• Activity: Copy without pictures. Please restate each line of the listing exactly.

• Records for the exercise:
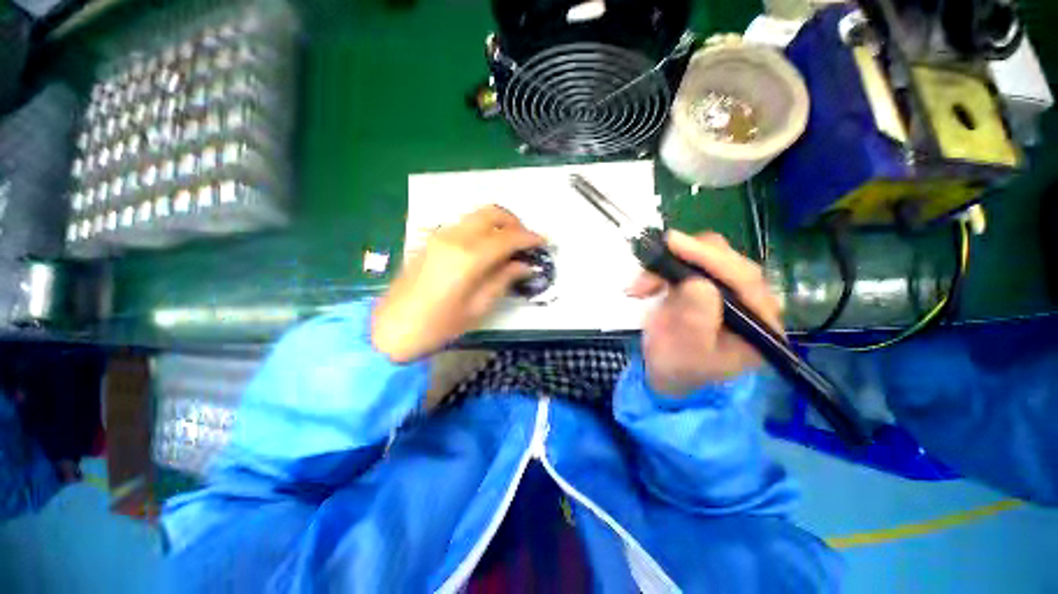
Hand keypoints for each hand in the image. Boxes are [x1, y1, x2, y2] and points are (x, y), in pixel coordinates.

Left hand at [372, 206, 544, 362]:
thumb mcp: (478, 307)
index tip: (543, 242)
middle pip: (492, 213)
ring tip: (509, 245)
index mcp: (469, 258)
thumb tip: (525, 265)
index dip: (529, 238)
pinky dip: (482, 229)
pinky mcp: (431, 240)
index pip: (507, 237)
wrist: (392, 328)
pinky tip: (487, 248)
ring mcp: (440, 235)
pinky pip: (464, 225)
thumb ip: (503, 280)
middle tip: (525, 241)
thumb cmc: (438, 326)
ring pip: (477, 216)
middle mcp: (454, 238)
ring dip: (498, 224)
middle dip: (514, 222)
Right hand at [626, 230, 782, 396]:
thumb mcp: (686, 351)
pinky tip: (645, 286)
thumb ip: (696, 320)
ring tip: (641, 286)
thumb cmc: (680, 368)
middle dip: (687, 257)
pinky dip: (662, 268)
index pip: (744, 279)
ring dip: (669, 263)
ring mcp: (727, 288)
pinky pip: (688, 262)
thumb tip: (696, 283)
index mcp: (759, 322)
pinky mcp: (706, 282)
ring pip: (706, 255)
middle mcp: (750, 300)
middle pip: (727, 260)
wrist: (668, 372)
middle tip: (652, 261)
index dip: (711, 258)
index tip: (676, 244)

• Answer space:
Hand keypoints for each hand in the image. Boxes are [x1, y1, x2, y2] and points are (x, y), in pixel coordinates.

Left hand at [372, 206, 544, 362]:
thumb mcp: (478, 307)
index tip: (543, 242)
middle pip: (492, 213)
ring tip: (509, 245)
index mcp: (469, 258)
thumb tip: (525, 265)
index dip: (529, 238)
pinky dip: (482, 229)
pinky mcp: (431, 240)
index pip: (507, 237)
wrist: (392, 328)
pinky tip: (487, 248)
ring mcp: (440, 235)
pinky pip: (464, 225)
thumb ip: (503, 280)
middle tip: (525, 241)
thumb cmc: (438, 326)
ring pip: (477, 216)
middle mcp: (454, 238)
ring dip: (498, 224)
middle dip: (514, 222)
Right hand at [626, 230, 782, 396]:
thumb mcp: (686, 351)
pinky tip: (645, 286)
thumb ip: (696, 320)
ring tip: (641, 286)
thumb cmc: (680, 368)
middle dip: (687, 257)
pinky dip: (662, 268)
index pip: (744, 279)
ring dip: (669, 263)
ring mcp: (727, 288)
pinky pip: (688, 262)
thumb tip: (696, 283)
index mcp: (759, 322)
pinky mcp: (706, 282)
ring pip: (706, 255)
middle mcp: (750, 300)
middle pip: (727, 260)
wrist: (668, 372)
middle tip: (652, 261)
index dip: (711, 258)
index tip: (676, 244)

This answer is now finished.